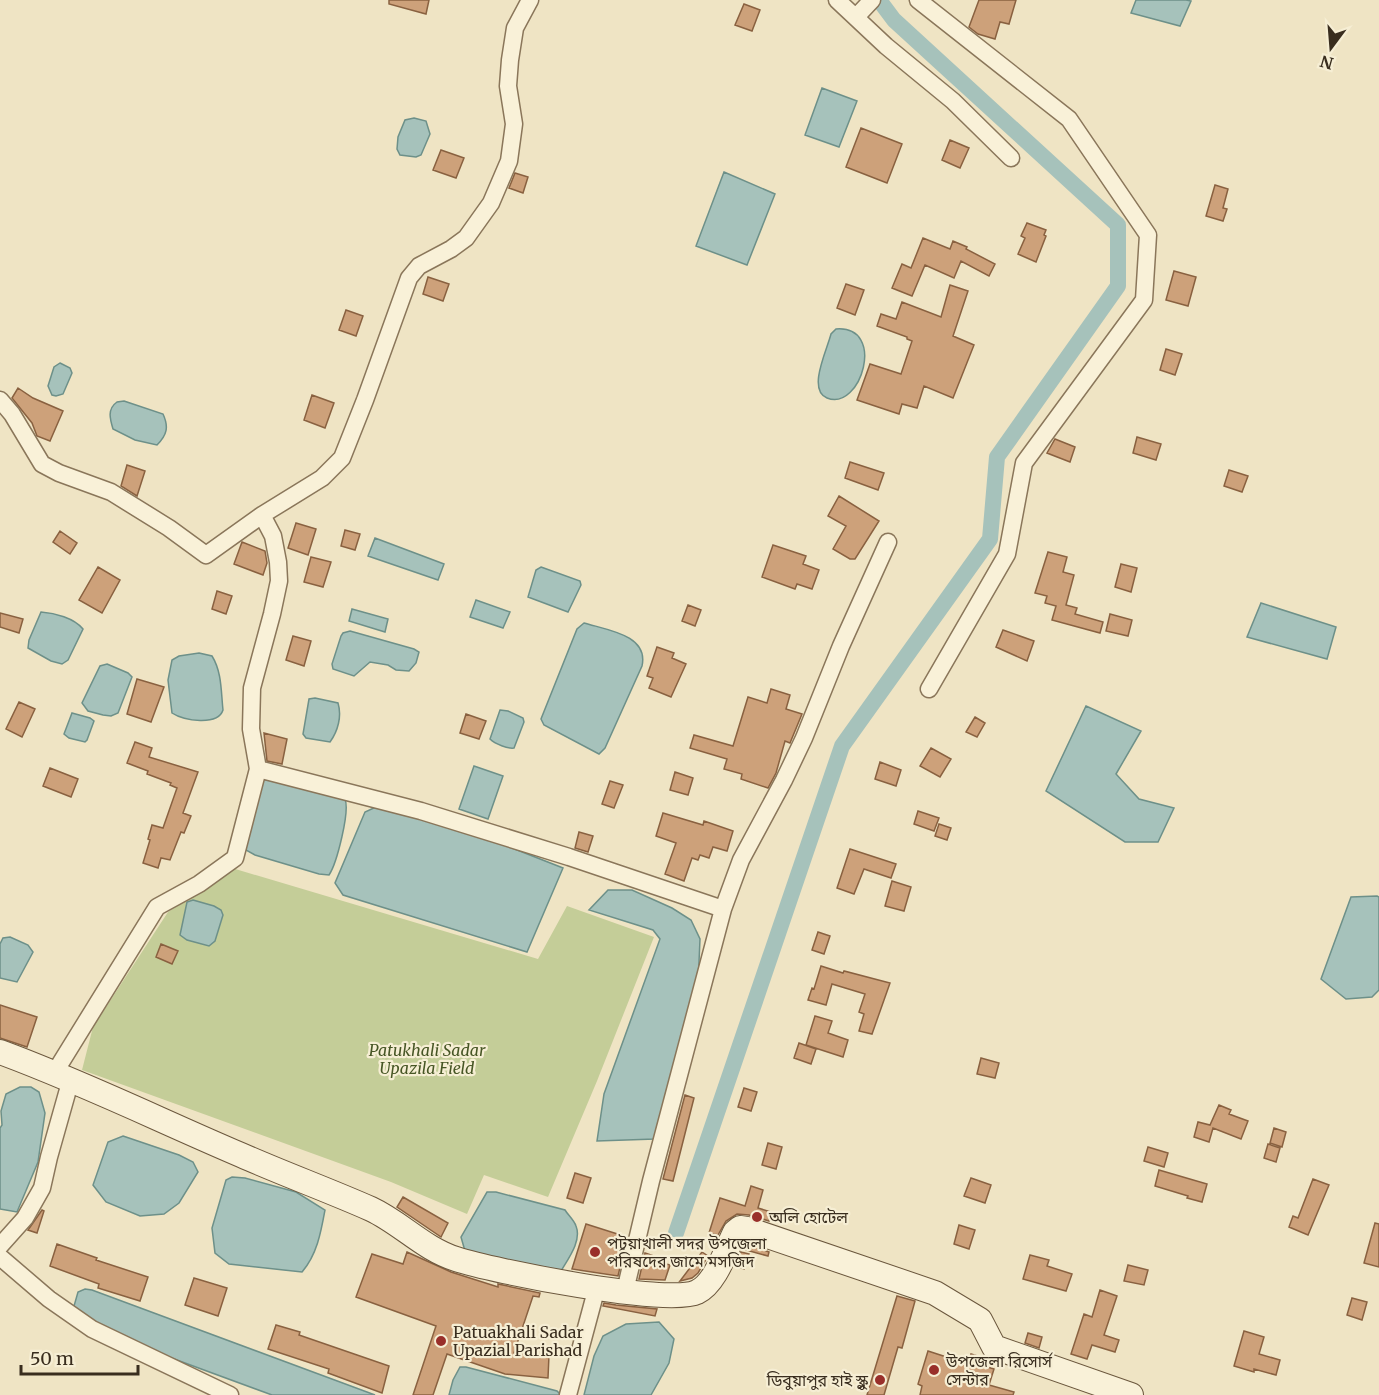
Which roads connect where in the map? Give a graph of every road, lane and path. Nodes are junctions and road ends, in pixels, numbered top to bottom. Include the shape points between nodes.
1 (530, 0) edge
2 (837, 0) edge
3 (872, 0) edge
4 (918, 0) edge
5 (856, 17) junction
6 (1011, 159) dead end
7 (0, 400) edge
8 (262, 515) junction
9 (888, 542) dead end
10 (928, 689) dead end
11 (258, 769) junction
12 (723, 909) junction
13 (0, 1052) edge
14 (63, 1075) junction
15 (0, 1246) edge
16 (0, 1257) edge
17 (597, 1287) junction
18 (625, 1291) junction
19 (230, 1395) edge
20 (568, 1395) edge
21 (1131, 1395) edge

1 - 8 street via 514,28 508,86 514,124 509,161 491,203 466,238 419,266 409,278 342,458 322,478
2 - 5 street
3 - 5 street
4 - 10 street via 1069,119 1148,235 1144,300 1024,463 1007,554
5 - 6 street via 953,101
7 - 8 street via 42,464 111,492 206,555
8 - 11 street via 273,536 279,573 275,604 252,688 251,729
9 - 12 street via 804,738 741,860
11 - 12 street via 421,811
11 - 14 street via 235,858 157,907
12 - 18 street
13 - 14 street
14 - 15 street via 42,1188 25,1218
14 - 17 street via 374,1210 431,1248 455,1259
16 - 19 street via 92,1329
17 - 18 street
17 - 20 street
18 - 21 street via 680,1297 694,1294 710,1282 735,1232 747,1229 935,1293 980,1320 994,1347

(YOUR INSTRUCTIONS):
A word-for-word copy of the listing is needed. It must not include the pictures.

(ANSWER TO THIS EXERCISE):
Which roads connect where in the map? Give a graph of every road, lane and path. Nodes are junctions and road ends, in pixels, numbered top to bottom. Include the shape points between nodes.
1 (530, 0) edge
2 (837, 0) edge
3 (872, 0) edge
4 (918, 0) edge
5 (856, 17) junction
6 (1011, 159) dead end
7 (0, 400) edge
8 (262, 515) junction
9 (888, 542) dead end
10 (928, 689) dead end
11 (258, 769) junction
12 (723, 909) junction
13 (0, 1052) edge
14 (63, 1075) junction
15 (0, 1246) edge
16 (0, 1257) edge
17 (597, 1287) junction
18 (625, 1291) junction
19 (230, 1395) edge
20 (568, 1395) edge
21 (1131, 1395) edge

1 - 8 street via 514,28 508,86 514,124 509,161 491,203 466,238 419,266 409,278 342,458 322,478
2 - 5 street
3 - 5 street
4 - 10 street via 1069,119 1148,235 1144,300 1024,463 1007,554
5 - 6 street via 953,101
7 - 8 street via 42,464 111,492 206,555
8 - 11 street via 273,536 279,573 275,604 252,688 251,729
9 - 12 street via 804,738 741,860
11 - 12 street via 421,811
11 - 14 street via 235,858 157,907
12 - 18 street
13 - 14 street
14 - 15 street via 42,1188 25,1218
14 - 17 street via 374,1210 431,1248 455,1259
16 - 19 street via 92,1329
17 - 18 street
17 - 20 street
18 - 21 street via 680,1297 694,1294 710,1282 735,1232 747,1229 935,1293 980,1320 994,1347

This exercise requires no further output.